Житие святых Васильева

Лишь преодолев половину лестницы в башню ведьмы, Серефин осознал, что собирался сделать. Вцепившись в перила, он задумался: «Стоит ли встречаться с ней одному?» Вот только поворачивать назад не имело смысла. Пелагея почувствовала, что он здесь, как только Серефин открыл двери башни.

Так что он устремился наверх, перепрыгивая через ступени. Его не радовало, что приходится обращаться к ведьме, но в этом ощущалась какая-то странная неизбежность. Ведь она сама направила его на этот путь, не так ли?
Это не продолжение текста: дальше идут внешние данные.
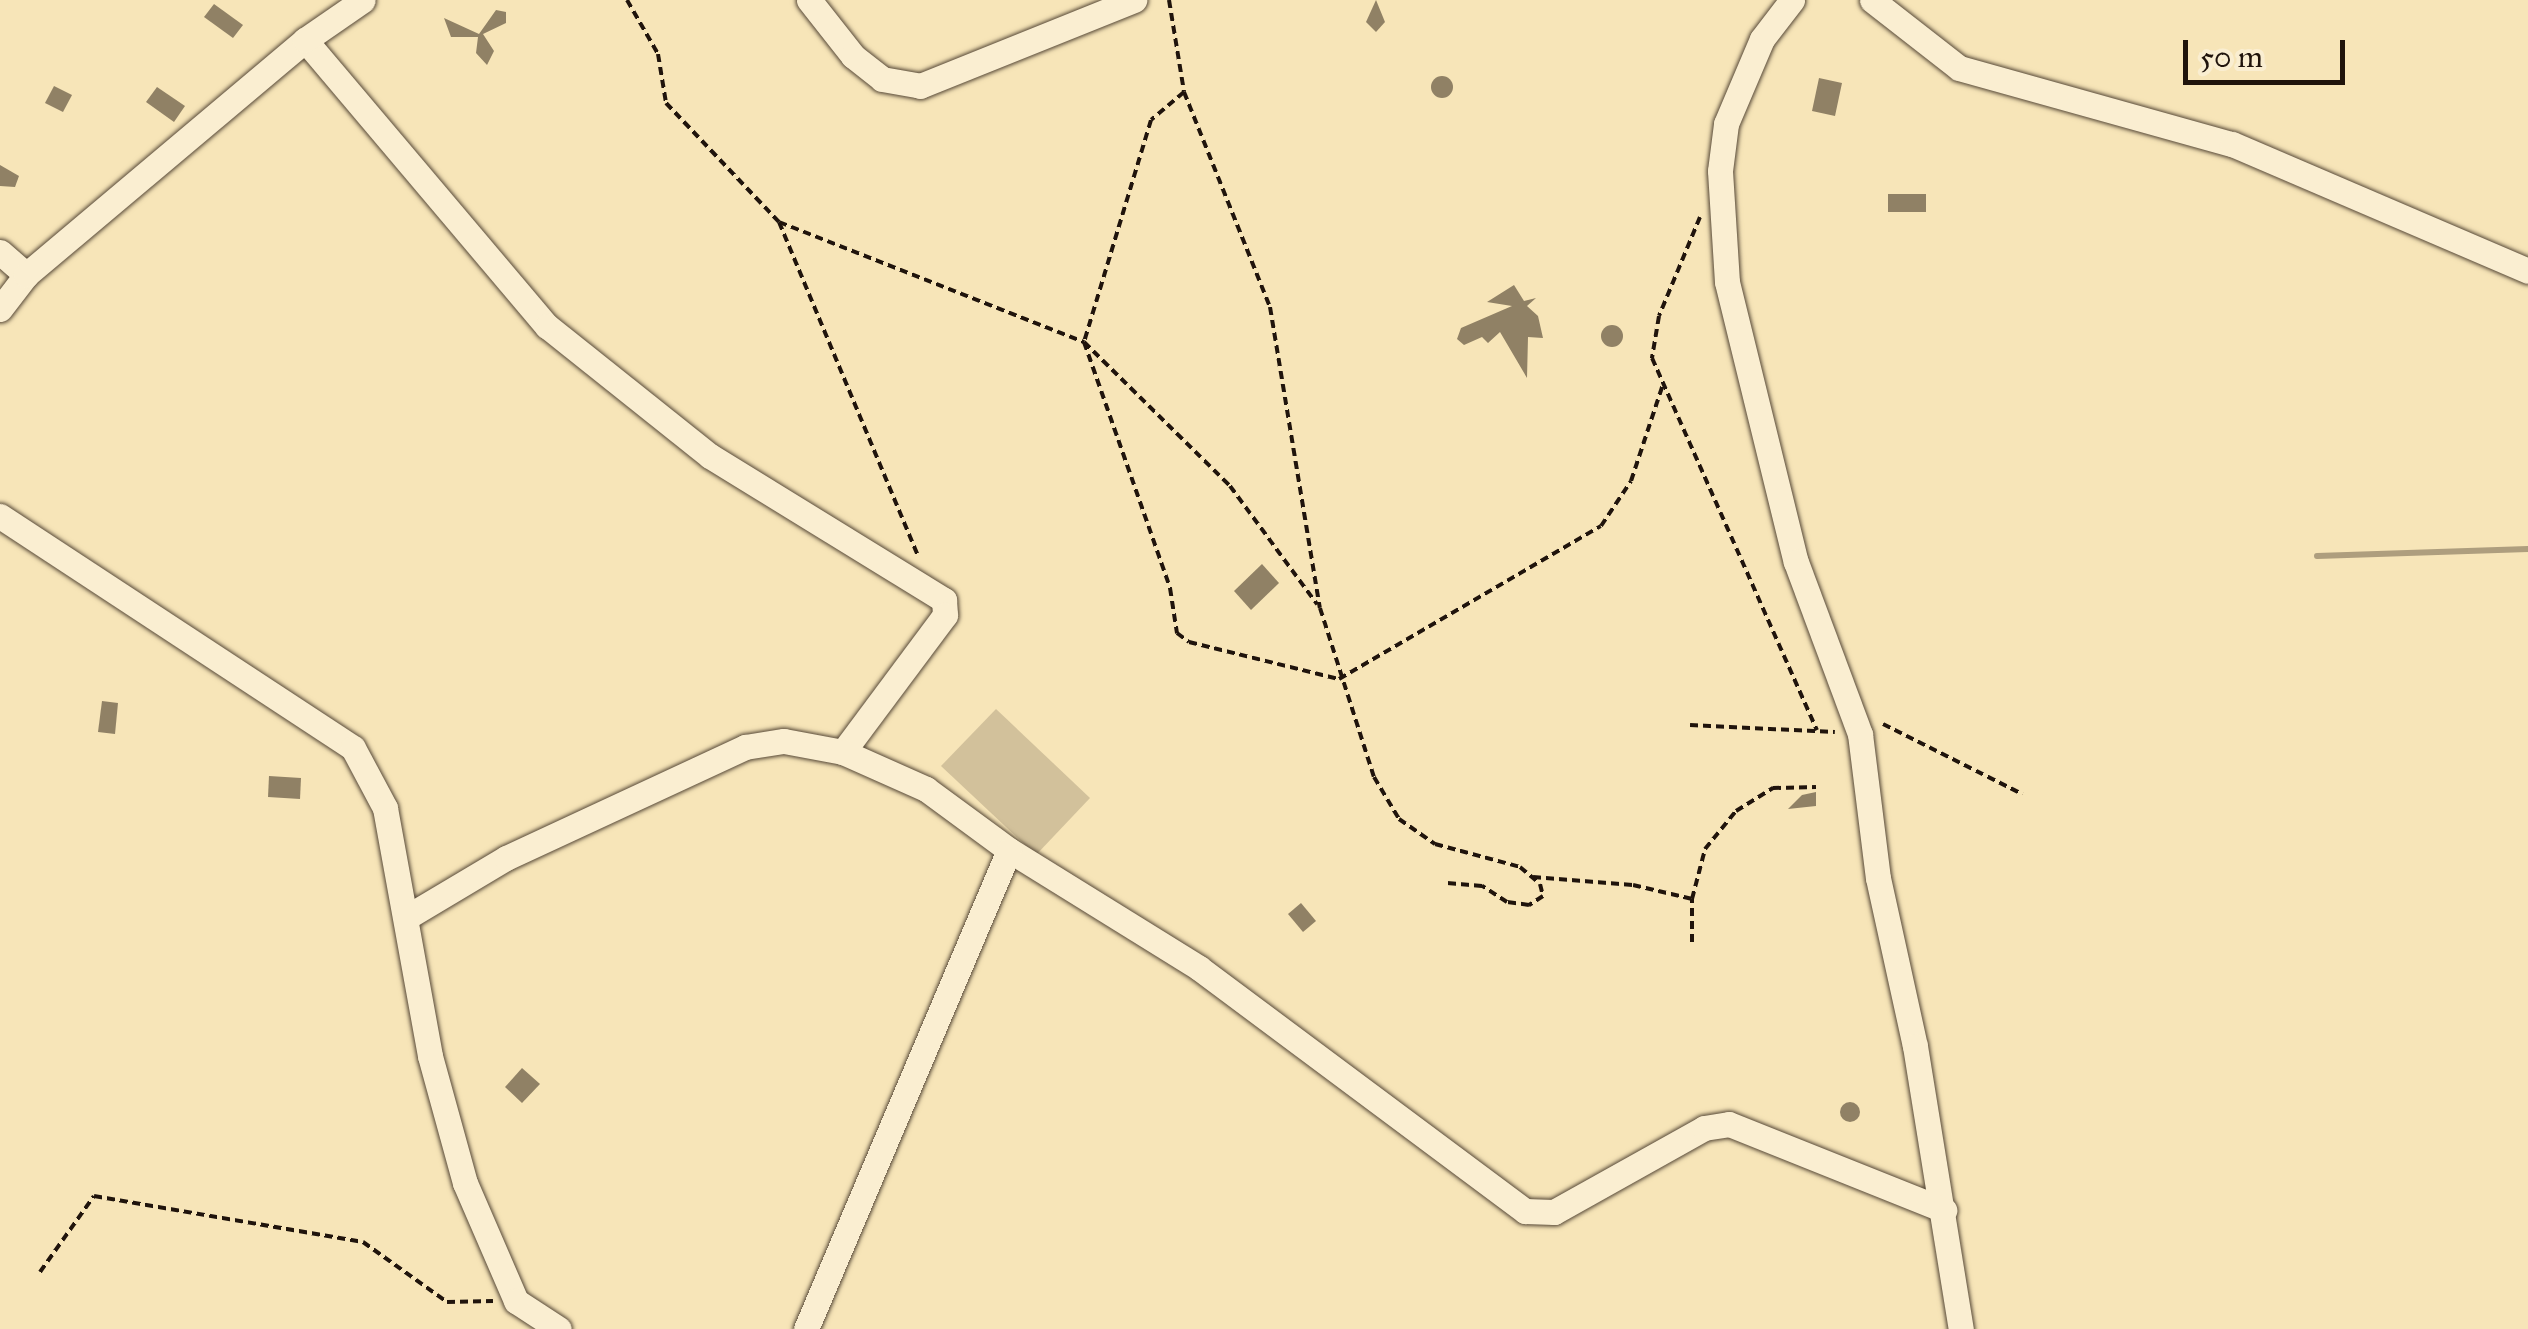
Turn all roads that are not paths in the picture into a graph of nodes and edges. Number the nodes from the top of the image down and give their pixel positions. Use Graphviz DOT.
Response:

Так что наверняка у нее найдется какой-нибудь пугающий, навеянный духами совет с предсказаниями об ужасной гибели, который он до конца не поймет.

Дверь на верхней площадке лестницы оказалась приоткрыта и легко распахнулась от стука костяшками пальцев.

«Что-то мне это не нравится», – нахмурившись, подумал Серефин. В воздух взмыл целый рой мотыльков, и он отмахнулся от них.

– Пелагея? – переступая порог, позвал он.

И тут же почувствовал, как свело живот. В комнате царило запустение.

Казалось, ведьма никогда здесь и не жила. Все углы украшала паутина. Камин оказался чисто выметенным, и лишь в трещинах камней виднелись остатки золы, а на светлом полу резко выделялся ведьминский круг. Серефин испуганно вздохнул, но быстро понял, что тот нарисован углем, а не кровью.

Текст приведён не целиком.